▶ Exercise goal
Please reproduce the data in its entirety, word for word.

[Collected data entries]
────────────────

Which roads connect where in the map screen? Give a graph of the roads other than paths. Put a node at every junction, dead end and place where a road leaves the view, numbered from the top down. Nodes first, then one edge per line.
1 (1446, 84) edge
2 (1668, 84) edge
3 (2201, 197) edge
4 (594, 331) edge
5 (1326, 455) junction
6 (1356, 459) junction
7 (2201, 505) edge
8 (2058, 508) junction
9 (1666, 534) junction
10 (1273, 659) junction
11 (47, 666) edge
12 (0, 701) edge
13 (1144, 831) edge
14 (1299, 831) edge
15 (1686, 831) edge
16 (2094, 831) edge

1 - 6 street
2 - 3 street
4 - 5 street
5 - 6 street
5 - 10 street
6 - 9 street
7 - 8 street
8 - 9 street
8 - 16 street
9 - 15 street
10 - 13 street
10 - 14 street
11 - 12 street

────────────────

▶ Solution below
Which roads connect where in the map screen? Give a graph of the roads other than paths. Put a node at every junction, dead end and place where a road leaves the view, numbered from the top down. Nodes first, then one edge per line.
1 (1446, 84) edge
2 (1668, 84) edge
3 (2201, 197) edge
4 (594, 331) edge
5 (1326, 455) junction
6 (1356, 459) junction
7 (2201, 505) edge
8 (2058, 508) junction
9 (1666, 534) junction
10 (1273, 659) junction
11 (47, 666) edge
12 (0, 701) edge
13 (1144, 831) edge
14 (1299, 831) edge
15 (1686, 831) edge
16 (2094, 831) edge

1 - 6 street
2 - 3 street
4 - 5 street
5 - 6 street
5 - 10 street
6 - 9 street
7 - 8 street
8 - 9 street
8 - 16 street
9 - 15 street
10 - 13 street
10 - 14 street
11 - 12 street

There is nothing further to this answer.